Table 1 Statistics of mobile phone location data

The statistical analysis in Fig. 6 shows two high risk points of abnormal personnel situation during 22:00–24:00 and 2:00–4:00, and they are the highest risk. The level of personnel risk appearing at the wasteland, hills, and gullies is medium. The level of personnel risk appearing at the fields, railways, water conservancy project, and sites is low.

Fig. 6

Diagram of third-party personnel activities and time

After analysis, most people working in the fields around the pipeline, about 145, belong to normal production. The gully data were verified as returning farmland to forest plant operation; however, the abnormal data at 2:00–4:00 were verified as illegal construction for green houses near the pipeline and confirmed as not reporting to the pipeline protection department. An illegal earth borrowing occurred on the hill at 22:00–24:00, and the railway construction near the pipeline belongs to emergency inspection at night.

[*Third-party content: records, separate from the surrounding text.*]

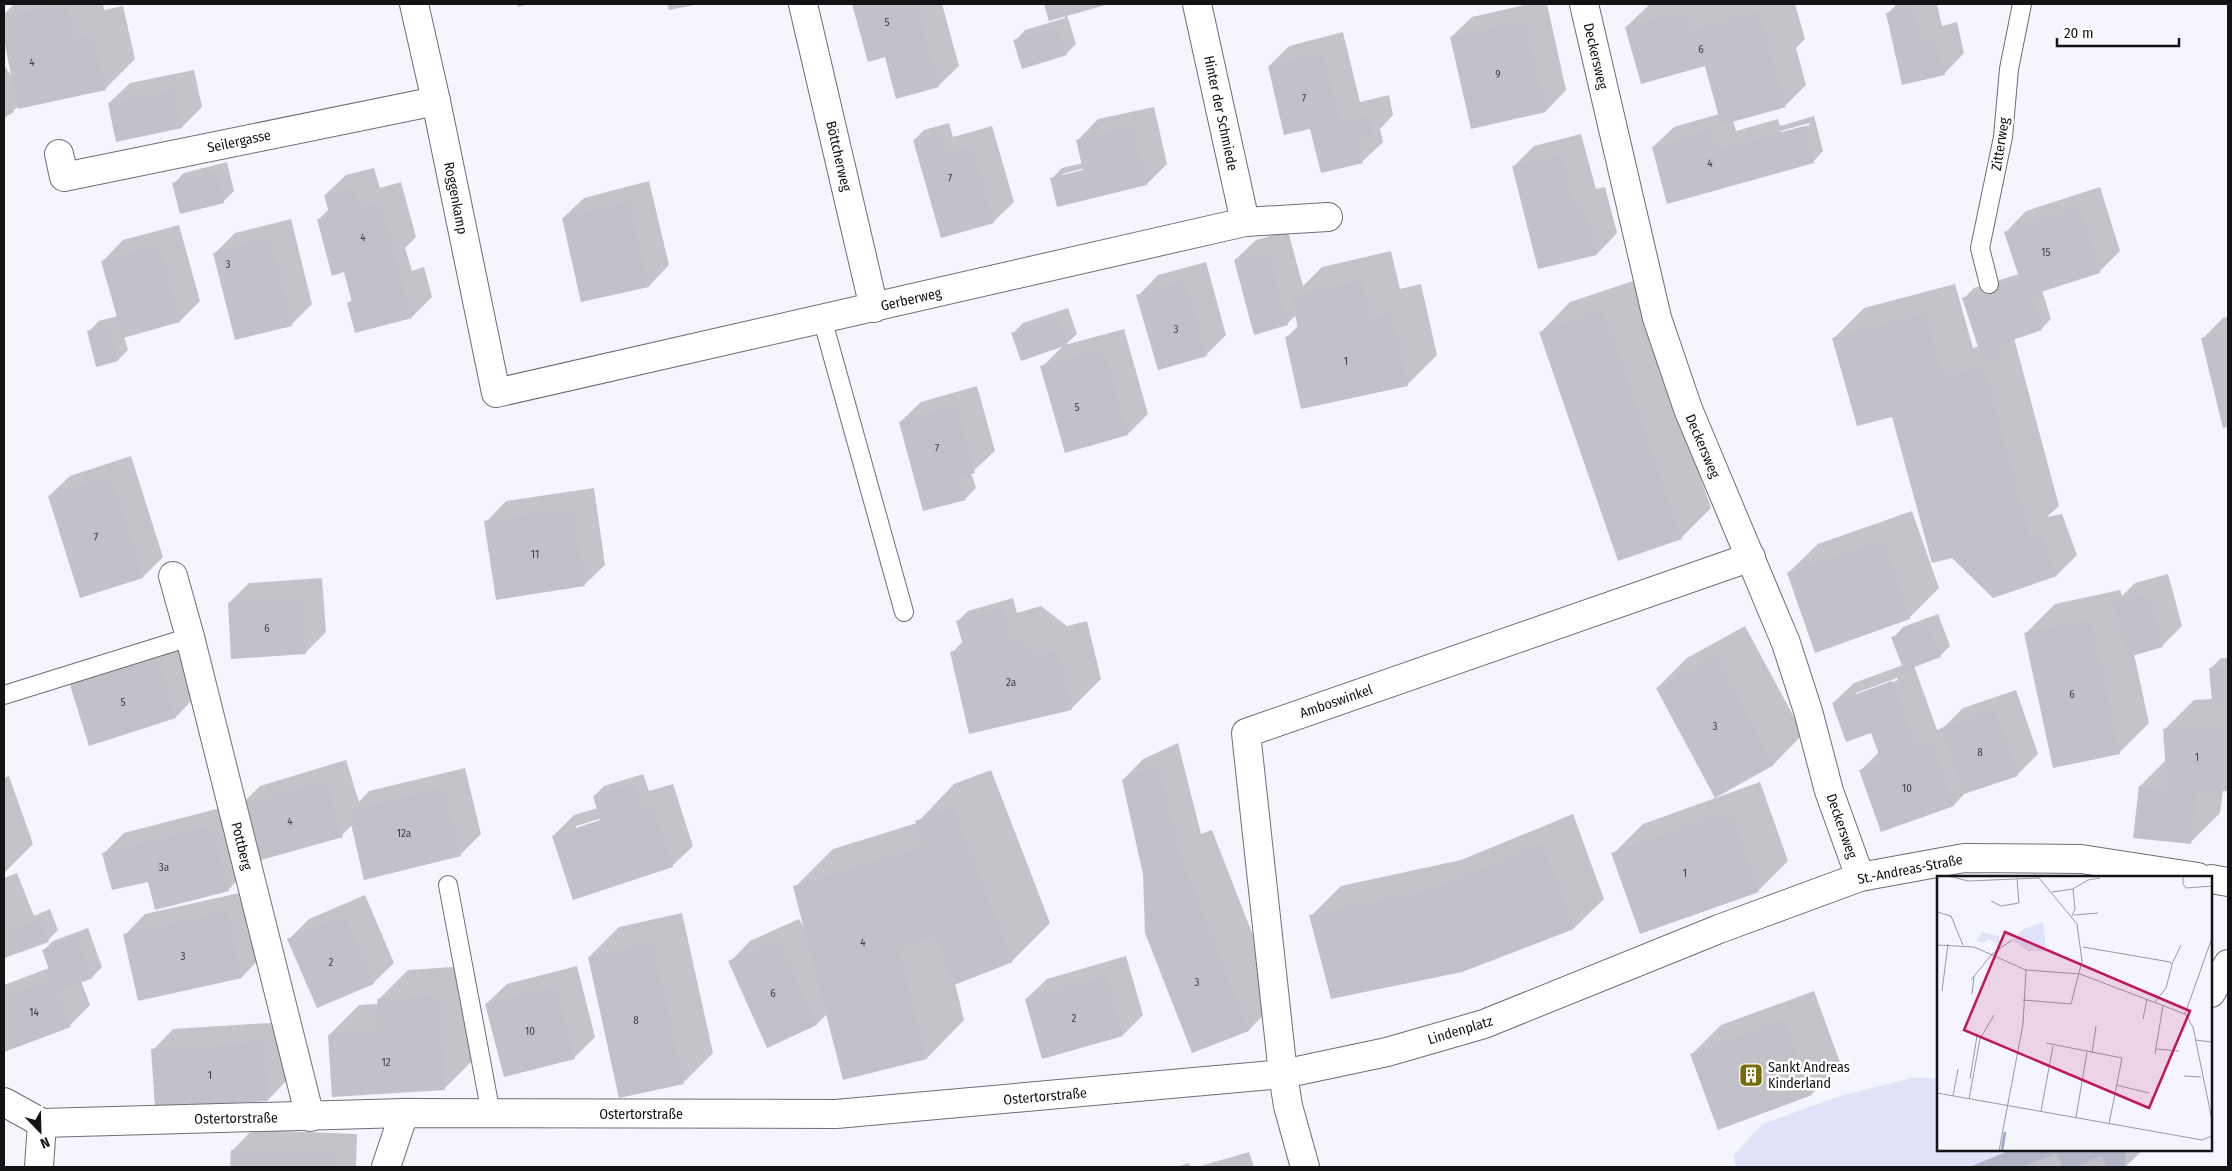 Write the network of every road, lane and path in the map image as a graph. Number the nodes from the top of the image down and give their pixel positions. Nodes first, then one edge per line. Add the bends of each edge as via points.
1 (414, 4) edge
2 (803, 4) edge
3 (1196, 4) edge
4 (1584, 4) edge
5 (2022, 4) edge
6 (436, 101) junction
7 (60, 154) dead end
8 (1328, 217) dead end
9 (1245, 222) junction
10 (1989, 284) dead end
11 (874, 308) junction
12 (822, 318) junction
13 (496, 393) joint
14 (1751, 557) junction
15 (172, 576) dead end
16 (904, 612) dead end
17 (190, 637) junction
18 (4, 695) edge
19 (2192, 876) edge
20 (1860, 877) junction
21 (2212, 879) edge
22 (2228, 882) edge
23 (448, 885) dead end
24 (1718, 929) joint
25 (2228, 964) edge
26 (2212, 991) edge
27 (1283, 1074) junction
28 (4, 1102) edge
29 (404, 1113) junction
30 (491, 1114) junction
31 (310, 1116) junction
32 (42, 1124) junction
33 (39, 1167) edge
34 (386, 1167) edge
35 (1305, 1167) edge

1 - 6 street, Roggenkamp
2 - 11 street, Böttcherweg
3 - 9 street, Hinter der Schmiede
4 - 14 street, Deckersweg via 1657,318 1688,410
5 - 10 lane, Zitterweg via 2009,69 2003,137 1980,248
6 - 7 street, Seilergasse via 64,177
6 - 13 street, Roggenkamp
8 - 9 street, Gerberweg
9 - 11 street, Gerberweg
11 - 12 street, Gerberweg
12 - 13 street, Gerberweg
12 - 16 lane
14 - 20 street, Deckersweg via 1786,643 1829,791
14 - 27 street, Amboswinkel via 1246,733
15 - 17 street, Pottberg
17 - 18 lane
17 - 31 street, Pottberg
19 - 20 street, St.-Andreas-Straße via 2081,859 1964,858
20 - 24 street, St.-Andreas-Straße
21 - 22 street
23 - 30 lane
24 - 27 street, Lindenplatz via 1484,1024 1387,1052
25 - 26 street
27 - 30 street, Ostertorstraße via 836,1114
27 - 35 street via 1288,1106
28 - 32 street
29 - 30 street, Ostertorstraße
29 - 31 street, Ostertorstraße
29 - 34 street
31 - 32 street, Ostertorstraße
32 - 33 street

12:00–14:00 is lunch time, attributing 21 times to the model: 11 of them are involved in field farming; one of them on gully land is involved in forest operation. The wasteland, railway, highway, water conservancy, rivers, and woodland account for five times in total and belong to normal operation; however, the construction lacking normal monitoring on hills and wasteland work along the pipeline account for four times.

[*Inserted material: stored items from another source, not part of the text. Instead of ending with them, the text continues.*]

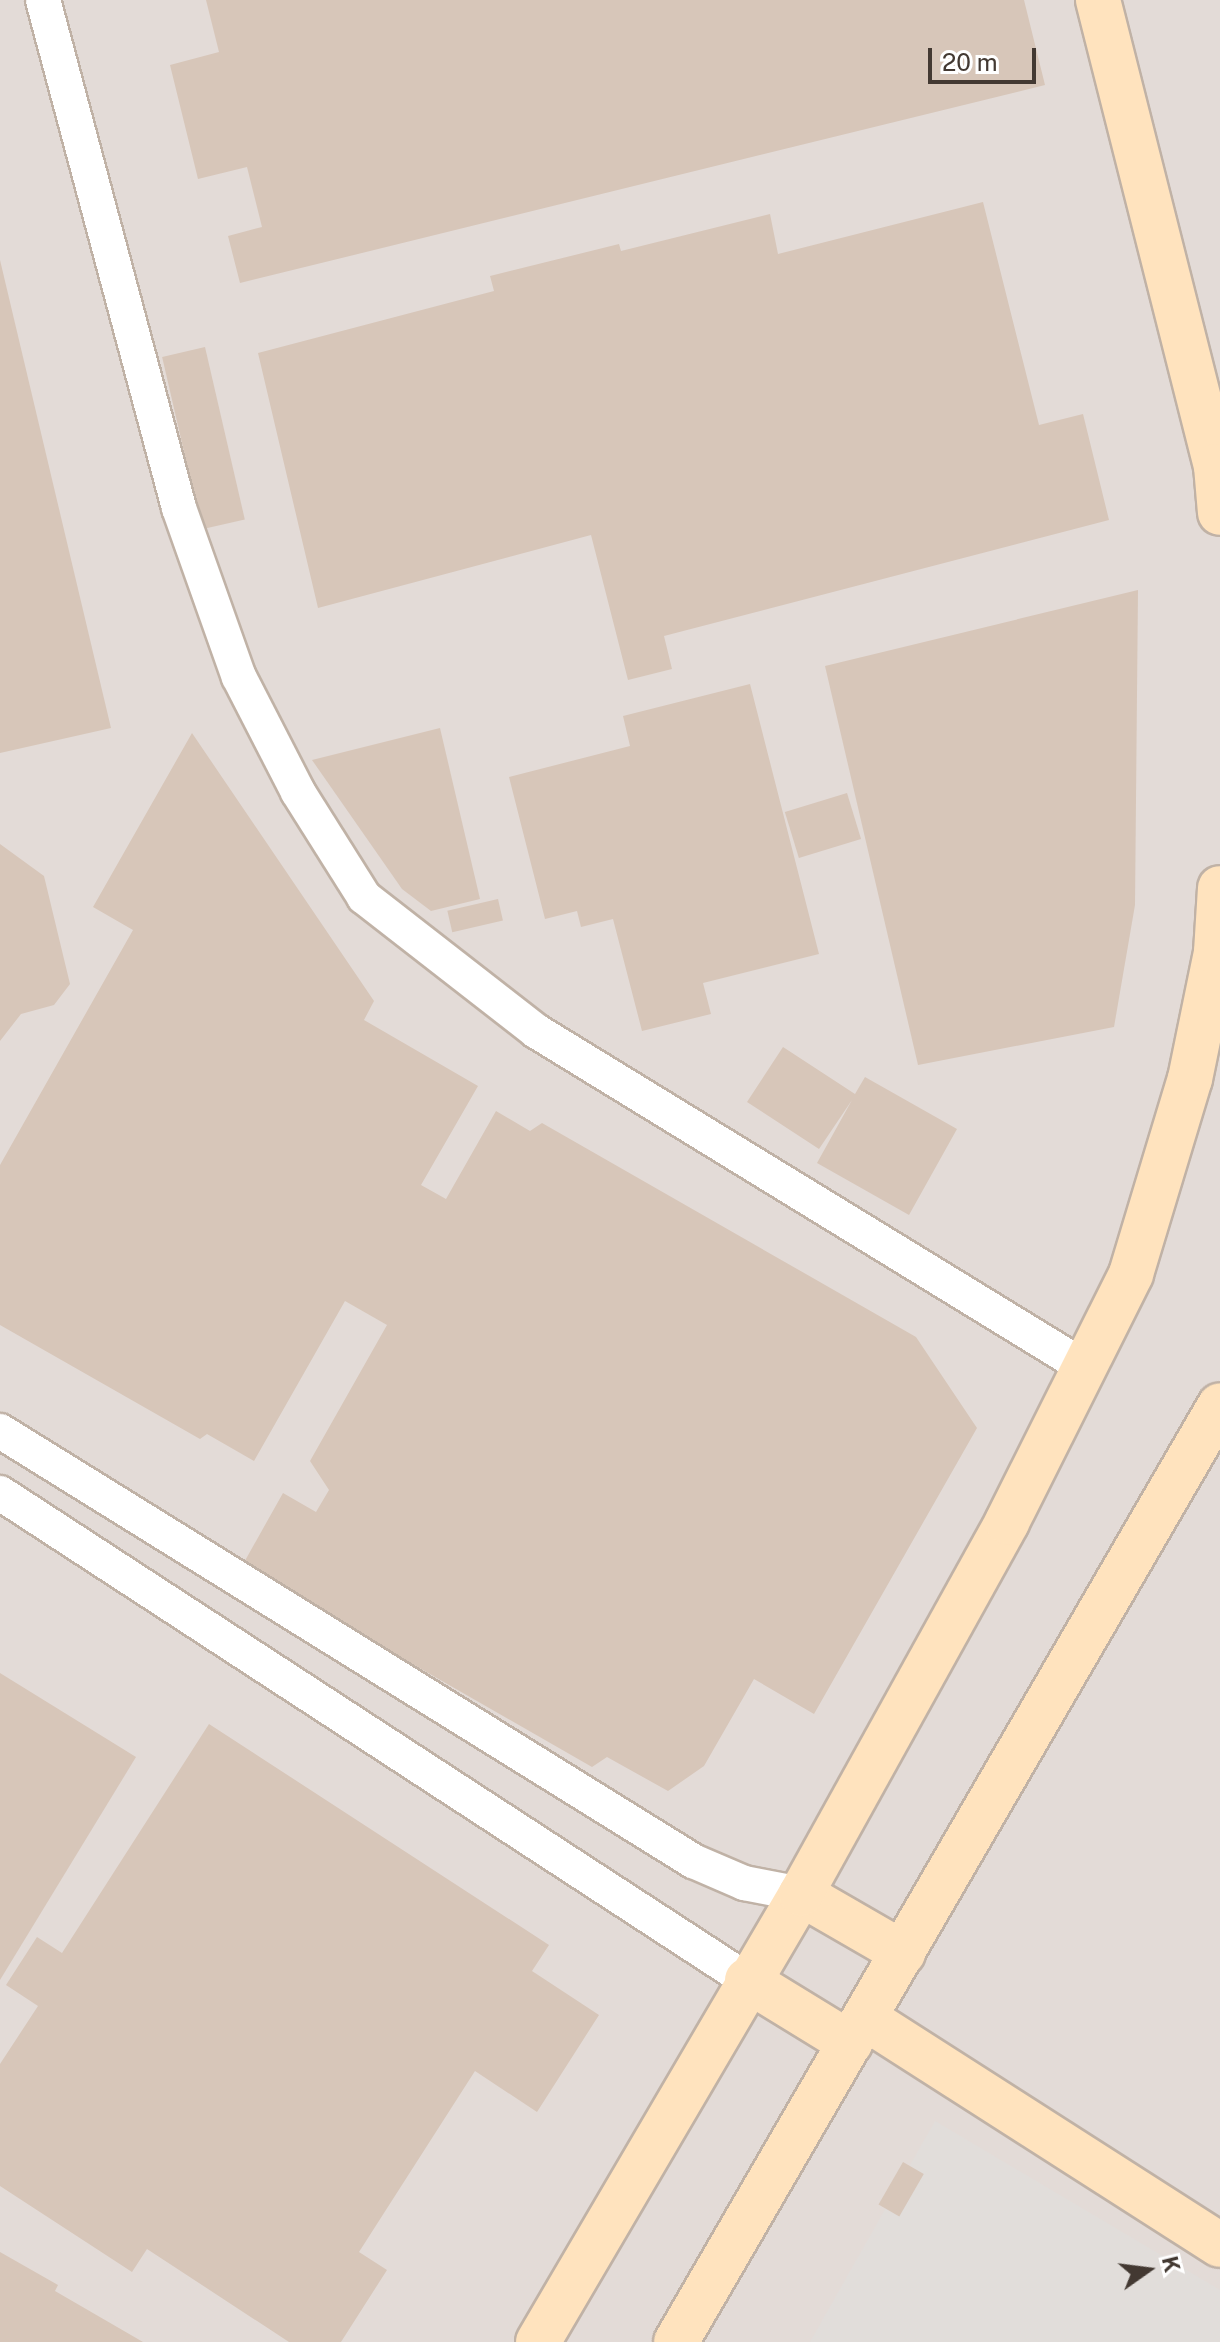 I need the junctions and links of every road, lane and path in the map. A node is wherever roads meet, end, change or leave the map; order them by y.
1 (43, 0) edge
2 (1098, 0) edge
3 (1220, 513) edge
4 (1220, 888) edge
5 (1213, 998) edge
6 (1086, 1368) junction
7 (1220, 1405) edge
8 (0, 1431) edge
9 (70, 1473) junction
10 (0, 1493) edge
11 (42, 1518) junction
12 (801, 1894) junction
13 (903, 1953) junction
14 (747, 1980) junction
15 (858, 2030) junction
16 (1220, 2245) edge
17 (538, 2342) edge
18 (676, 2342) edge

1 - 6 street
2 - 3 street
4 - 5 street
5 - 6 street
6 - 12 street
7 - 13 street
8 - 9 street
9 - 11 street
9 - 12 street
10 - 11 street
11 - 14 street
12 - 13 street
12 - 14 street
13 - 15 street
14 - 15 street
14 - 17 street
15 - 16 street
15 - 18 street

The data analysis shows one illegal construction on hills around the pipeline, one construction of a greenhouse at the edges of the wasteland, and other situations belong to normal work (fishing by the river). By analyzing the BLD, the cross-projects along the pipeline would be understood, and abnormal situations would be rapidly detected and monitored.

5.2 Brief summary

1. (1)

   Comparison for technologies

By studying these technologies, the following characteristics are given in Table 2.

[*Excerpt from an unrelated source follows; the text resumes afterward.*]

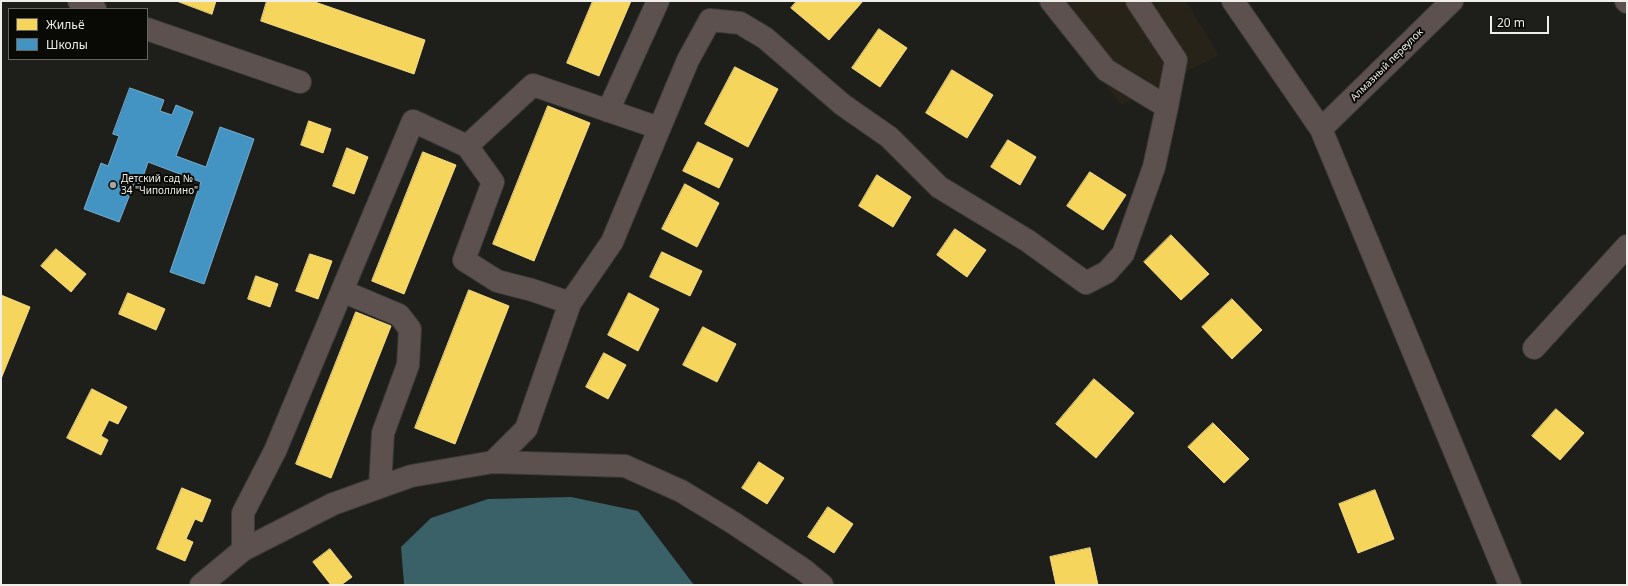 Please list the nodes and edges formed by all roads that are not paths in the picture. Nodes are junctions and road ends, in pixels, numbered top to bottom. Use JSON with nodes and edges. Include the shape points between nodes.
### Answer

Table 2 Comparison of prevention methods for preventing third-party damage to pipelines

Through comparison, several limitations were observed in the existing third-party prevention technologies. For example, the monitoring range of optical fiber early warning is small, and the prediction function is not present. The warning occurs after the occurrence of mining behavior. The big data have the features of forecast warning and protection. By collecting and analyzing the real-time data within 50 m of the pipeline, maintenance personnel can reach the scene to prevent third-party construction damage.

1. (2)

   Scientific problems to be solved

By analyzing big data, the early warning problem of the risk of third-party damage for bar area pipeline facilities was solved. With the established intersection degree model of location probability, the characteristics of the risk of third-party damage to pipelines can be accurately defined. Furthermore, the technology can also be extended to third-party monitoring for railways, highways, and electricity networks.

6 Conclusions

1. (1)

   For the first time, BLD technology was used to reduce the risk of third-party damage to pipelines. A set of BLD acquisition technologies was established, including encryption technology, data preprocessing technology, third-party damage pattern feature extraction technology, and third-party damage risk visualization methods. A prediction and warning system was developed for third-party damage to pipelines based on BLD.

2. (2)

   The case study shows that illegal third-party construction around the pipeline can be rapidly found using this technique. Early detection of risks and automatic classification of the system can help to control the third-party risk to pipelines.

3. (3)

   Through time and regional dimension reduction to reduce the nodes in the mobile data network, the periods with high third-party risk can be extracted, thus effectively solving the discretization problem of third-party location data.

4. (4)

   The developed method in this study has overcome the deficiency of other methods, such as the uncertainty and false alarm rate of optical fiber vibration and remote sensing image analysis. By analyzing the data, a three-dimensional network of enterprise defense can be gradually established.

5. (5)

   The method can be used in pipeline safety management and increase the strength of research and application.